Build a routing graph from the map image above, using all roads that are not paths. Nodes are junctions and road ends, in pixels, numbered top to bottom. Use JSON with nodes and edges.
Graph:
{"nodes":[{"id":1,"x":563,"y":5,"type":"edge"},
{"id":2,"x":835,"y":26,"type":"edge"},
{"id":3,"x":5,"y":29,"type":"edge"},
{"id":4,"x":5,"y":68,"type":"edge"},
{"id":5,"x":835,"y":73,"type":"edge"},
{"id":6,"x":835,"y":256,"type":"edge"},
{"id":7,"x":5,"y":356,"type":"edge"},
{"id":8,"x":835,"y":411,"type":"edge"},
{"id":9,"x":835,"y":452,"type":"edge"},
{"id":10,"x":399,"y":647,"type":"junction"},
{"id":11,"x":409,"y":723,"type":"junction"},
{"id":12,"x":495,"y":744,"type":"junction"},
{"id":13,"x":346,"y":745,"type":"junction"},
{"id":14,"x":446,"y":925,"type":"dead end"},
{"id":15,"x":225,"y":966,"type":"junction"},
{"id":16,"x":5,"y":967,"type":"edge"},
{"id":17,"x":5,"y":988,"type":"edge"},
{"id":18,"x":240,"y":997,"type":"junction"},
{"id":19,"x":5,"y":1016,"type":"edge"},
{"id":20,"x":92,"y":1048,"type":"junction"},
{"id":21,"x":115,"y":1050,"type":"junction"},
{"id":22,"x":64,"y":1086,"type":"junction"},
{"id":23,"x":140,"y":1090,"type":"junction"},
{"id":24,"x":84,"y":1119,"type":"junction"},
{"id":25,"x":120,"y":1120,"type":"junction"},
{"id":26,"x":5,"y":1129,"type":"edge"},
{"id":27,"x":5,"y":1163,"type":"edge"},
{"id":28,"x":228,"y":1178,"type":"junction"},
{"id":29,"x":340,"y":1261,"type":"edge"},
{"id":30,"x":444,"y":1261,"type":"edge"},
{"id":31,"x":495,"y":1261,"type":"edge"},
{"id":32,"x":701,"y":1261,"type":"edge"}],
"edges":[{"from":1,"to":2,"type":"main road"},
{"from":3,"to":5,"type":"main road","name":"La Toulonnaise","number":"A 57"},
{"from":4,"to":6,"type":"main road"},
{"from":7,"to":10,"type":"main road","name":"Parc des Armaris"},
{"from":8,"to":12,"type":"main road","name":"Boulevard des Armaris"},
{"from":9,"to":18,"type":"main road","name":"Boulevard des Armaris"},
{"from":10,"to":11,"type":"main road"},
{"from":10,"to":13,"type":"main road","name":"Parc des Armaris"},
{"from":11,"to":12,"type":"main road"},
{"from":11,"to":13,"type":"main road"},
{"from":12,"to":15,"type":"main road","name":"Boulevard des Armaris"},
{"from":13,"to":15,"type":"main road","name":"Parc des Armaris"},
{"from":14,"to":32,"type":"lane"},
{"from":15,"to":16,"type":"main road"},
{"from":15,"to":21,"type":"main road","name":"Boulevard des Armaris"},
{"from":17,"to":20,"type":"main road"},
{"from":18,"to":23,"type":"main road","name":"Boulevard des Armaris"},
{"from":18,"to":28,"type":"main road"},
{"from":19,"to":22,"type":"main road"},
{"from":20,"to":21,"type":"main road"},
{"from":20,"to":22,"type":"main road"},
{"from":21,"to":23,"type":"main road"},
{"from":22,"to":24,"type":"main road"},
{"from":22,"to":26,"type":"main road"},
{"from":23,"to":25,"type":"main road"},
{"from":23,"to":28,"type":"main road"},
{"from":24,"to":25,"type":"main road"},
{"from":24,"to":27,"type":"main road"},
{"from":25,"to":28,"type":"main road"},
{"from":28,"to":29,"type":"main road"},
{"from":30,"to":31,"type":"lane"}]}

^^^^^^^^^^^^^^^^

Count up the lines containing "nodes" in the listing above, then write that number and stop.

■ **EXPECTED ANSWER**
2